**TO DO:** If a line in the listing includes the word "connect", copy it out.

**GIVEN RECORDS:**

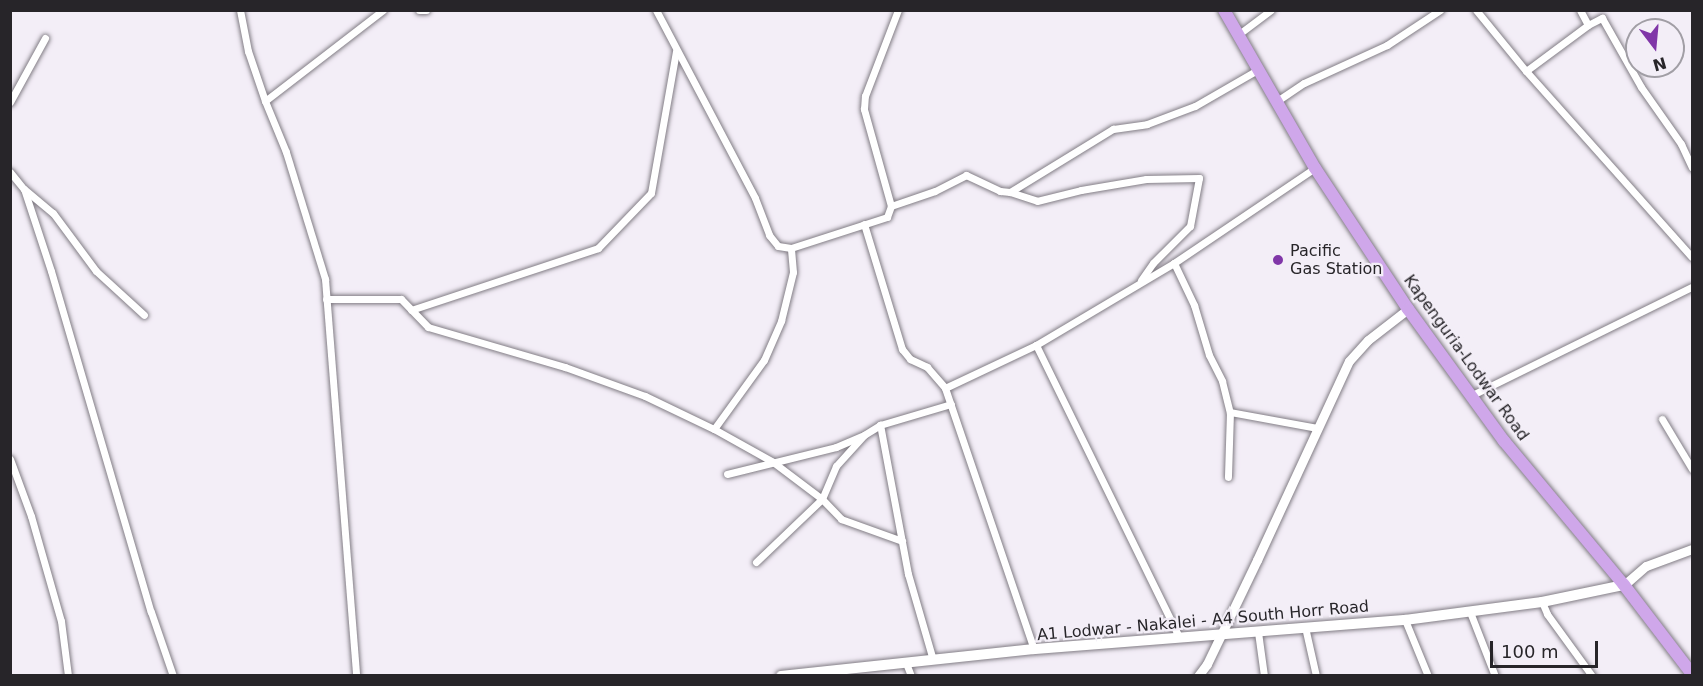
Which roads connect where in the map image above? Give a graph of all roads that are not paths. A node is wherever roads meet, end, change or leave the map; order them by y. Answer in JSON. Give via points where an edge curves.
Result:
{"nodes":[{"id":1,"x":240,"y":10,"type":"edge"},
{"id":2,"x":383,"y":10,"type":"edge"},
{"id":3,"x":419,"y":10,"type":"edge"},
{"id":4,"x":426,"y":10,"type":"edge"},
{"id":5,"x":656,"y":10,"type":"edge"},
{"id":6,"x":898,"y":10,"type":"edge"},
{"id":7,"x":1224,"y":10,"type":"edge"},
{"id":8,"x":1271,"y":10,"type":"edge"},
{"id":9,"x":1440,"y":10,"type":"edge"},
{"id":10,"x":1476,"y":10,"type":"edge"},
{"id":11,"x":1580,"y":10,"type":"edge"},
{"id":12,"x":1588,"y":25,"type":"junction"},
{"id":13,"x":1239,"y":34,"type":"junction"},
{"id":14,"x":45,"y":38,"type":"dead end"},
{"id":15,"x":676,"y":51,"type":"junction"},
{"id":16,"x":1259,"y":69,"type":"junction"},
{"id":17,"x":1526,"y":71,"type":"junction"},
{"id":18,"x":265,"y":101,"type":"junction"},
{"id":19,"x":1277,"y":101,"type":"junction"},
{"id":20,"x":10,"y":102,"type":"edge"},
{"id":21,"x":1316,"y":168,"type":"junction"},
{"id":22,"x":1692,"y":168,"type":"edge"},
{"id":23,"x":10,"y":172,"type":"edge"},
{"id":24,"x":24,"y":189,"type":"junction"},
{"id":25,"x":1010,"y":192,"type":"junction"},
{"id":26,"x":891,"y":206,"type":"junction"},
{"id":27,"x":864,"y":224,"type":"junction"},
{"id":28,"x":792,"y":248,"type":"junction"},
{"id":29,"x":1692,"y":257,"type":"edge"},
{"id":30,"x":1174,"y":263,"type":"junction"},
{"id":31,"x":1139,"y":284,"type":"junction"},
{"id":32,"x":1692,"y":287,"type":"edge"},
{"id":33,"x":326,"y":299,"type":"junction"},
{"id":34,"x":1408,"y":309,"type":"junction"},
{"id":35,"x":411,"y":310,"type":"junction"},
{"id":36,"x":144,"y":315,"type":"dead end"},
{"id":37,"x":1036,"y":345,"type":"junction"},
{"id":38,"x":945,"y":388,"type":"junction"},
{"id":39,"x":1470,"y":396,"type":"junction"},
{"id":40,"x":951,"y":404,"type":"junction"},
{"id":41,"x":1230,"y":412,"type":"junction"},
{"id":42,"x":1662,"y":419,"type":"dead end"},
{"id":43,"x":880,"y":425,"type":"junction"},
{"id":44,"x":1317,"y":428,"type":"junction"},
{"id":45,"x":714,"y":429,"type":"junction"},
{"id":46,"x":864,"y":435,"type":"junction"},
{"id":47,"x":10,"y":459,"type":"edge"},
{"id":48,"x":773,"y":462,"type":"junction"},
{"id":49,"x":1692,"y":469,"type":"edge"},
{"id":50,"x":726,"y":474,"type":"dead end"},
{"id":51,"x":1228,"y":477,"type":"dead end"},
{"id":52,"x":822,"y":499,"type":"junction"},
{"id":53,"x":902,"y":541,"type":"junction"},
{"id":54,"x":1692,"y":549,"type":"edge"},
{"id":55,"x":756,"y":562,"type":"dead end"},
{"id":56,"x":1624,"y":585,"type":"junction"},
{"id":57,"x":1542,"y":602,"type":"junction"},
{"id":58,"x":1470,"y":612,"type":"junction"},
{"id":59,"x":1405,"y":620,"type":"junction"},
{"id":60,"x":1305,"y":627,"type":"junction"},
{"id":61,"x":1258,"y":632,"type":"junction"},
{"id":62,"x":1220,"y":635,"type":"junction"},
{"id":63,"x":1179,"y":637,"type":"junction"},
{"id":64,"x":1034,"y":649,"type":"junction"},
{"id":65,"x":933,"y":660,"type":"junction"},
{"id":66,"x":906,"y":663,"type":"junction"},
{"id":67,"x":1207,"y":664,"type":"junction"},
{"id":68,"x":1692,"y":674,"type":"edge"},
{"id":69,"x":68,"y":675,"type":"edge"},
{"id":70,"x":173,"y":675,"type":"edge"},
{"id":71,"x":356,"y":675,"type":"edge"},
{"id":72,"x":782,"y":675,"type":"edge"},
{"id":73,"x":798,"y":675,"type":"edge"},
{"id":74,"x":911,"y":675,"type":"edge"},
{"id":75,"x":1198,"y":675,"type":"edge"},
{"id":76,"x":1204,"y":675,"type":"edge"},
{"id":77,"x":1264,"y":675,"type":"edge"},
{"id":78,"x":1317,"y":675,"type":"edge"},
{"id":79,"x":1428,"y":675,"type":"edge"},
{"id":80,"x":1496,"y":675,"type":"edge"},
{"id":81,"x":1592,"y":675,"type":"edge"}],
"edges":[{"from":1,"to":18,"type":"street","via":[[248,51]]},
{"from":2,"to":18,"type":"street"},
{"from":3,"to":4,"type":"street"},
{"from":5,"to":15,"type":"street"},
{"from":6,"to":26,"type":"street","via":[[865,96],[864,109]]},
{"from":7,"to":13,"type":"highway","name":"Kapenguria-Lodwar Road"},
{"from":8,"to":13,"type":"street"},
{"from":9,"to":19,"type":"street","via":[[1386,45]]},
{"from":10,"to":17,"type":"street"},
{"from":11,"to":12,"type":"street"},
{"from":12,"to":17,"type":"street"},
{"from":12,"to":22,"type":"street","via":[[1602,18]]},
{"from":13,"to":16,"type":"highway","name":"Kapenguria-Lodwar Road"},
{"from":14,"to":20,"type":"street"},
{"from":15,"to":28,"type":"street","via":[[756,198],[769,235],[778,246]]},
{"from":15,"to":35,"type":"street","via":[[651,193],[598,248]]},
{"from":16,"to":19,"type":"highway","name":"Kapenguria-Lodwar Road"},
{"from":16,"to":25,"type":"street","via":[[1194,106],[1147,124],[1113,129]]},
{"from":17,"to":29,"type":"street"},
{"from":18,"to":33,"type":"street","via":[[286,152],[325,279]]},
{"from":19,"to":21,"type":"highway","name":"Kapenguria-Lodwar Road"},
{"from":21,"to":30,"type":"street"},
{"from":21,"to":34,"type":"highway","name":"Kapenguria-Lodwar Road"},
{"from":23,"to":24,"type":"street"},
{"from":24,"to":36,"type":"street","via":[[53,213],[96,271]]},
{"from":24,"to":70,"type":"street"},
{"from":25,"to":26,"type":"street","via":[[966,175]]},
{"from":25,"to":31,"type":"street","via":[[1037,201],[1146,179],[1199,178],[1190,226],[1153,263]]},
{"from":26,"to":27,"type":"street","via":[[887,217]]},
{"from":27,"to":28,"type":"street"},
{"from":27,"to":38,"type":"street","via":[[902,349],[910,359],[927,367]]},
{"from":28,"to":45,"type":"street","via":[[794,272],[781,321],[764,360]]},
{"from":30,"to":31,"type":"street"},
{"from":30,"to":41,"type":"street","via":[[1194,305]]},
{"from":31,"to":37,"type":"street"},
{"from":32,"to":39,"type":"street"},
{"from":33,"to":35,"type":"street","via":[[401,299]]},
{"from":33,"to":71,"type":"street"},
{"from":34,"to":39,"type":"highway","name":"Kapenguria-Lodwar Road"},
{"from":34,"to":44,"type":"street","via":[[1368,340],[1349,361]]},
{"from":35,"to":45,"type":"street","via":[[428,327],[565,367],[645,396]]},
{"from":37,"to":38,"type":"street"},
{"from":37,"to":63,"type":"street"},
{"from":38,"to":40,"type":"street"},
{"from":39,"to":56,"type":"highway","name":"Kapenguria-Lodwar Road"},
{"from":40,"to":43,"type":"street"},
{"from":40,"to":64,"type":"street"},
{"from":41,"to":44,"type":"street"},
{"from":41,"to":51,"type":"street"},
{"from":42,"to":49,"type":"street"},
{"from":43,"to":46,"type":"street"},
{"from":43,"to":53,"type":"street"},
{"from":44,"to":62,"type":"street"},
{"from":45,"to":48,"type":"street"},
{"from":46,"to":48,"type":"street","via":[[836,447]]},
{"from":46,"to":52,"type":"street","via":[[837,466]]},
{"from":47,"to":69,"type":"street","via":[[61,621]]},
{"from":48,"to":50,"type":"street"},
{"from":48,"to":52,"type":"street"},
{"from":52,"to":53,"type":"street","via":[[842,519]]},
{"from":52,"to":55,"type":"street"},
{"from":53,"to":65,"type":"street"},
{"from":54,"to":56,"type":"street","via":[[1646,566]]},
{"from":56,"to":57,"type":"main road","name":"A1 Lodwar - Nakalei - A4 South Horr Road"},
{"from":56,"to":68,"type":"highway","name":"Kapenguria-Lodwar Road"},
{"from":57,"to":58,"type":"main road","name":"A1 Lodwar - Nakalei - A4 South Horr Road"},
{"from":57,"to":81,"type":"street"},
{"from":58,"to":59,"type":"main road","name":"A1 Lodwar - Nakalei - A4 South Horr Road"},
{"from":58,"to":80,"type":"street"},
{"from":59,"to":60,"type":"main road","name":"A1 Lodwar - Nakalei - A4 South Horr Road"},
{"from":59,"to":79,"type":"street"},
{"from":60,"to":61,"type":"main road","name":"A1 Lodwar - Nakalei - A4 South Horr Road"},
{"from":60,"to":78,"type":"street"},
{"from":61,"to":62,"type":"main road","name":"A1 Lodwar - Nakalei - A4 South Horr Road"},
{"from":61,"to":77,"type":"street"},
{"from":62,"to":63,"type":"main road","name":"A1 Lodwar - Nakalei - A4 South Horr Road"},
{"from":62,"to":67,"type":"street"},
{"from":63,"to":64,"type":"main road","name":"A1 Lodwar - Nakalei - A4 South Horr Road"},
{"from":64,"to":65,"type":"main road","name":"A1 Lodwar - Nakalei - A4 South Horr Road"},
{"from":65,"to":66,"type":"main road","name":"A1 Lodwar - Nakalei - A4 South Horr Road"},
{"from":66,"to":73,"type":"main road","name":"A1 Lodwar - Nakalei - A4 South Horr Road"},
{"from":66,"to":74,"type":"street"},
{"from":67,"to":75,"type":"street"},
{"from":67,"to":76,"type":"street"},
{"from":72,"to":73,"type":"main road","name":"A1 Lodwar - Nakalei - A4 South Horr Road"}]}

---

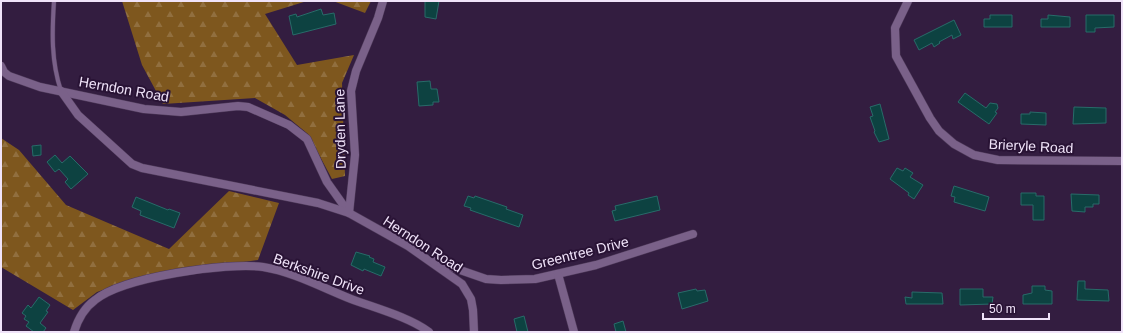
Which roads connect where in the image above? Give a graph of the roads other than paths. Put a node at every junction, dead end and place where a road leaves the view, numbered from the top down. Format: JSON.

**SOLUTION TO THE PROBLEM:**
Which roads connect where in the map image above? Give a graph of all roads that are not paths. A node is wherever roads meet, end, change or leave the map; order them by y. Answer in JSON. Give via points where an edge curves.
Which roads connect where in the image above? Give a graph of the roads other than paths. Put a node at every junction, dead end and place where a road leaves the view, numbered from the top down. Format: JSON.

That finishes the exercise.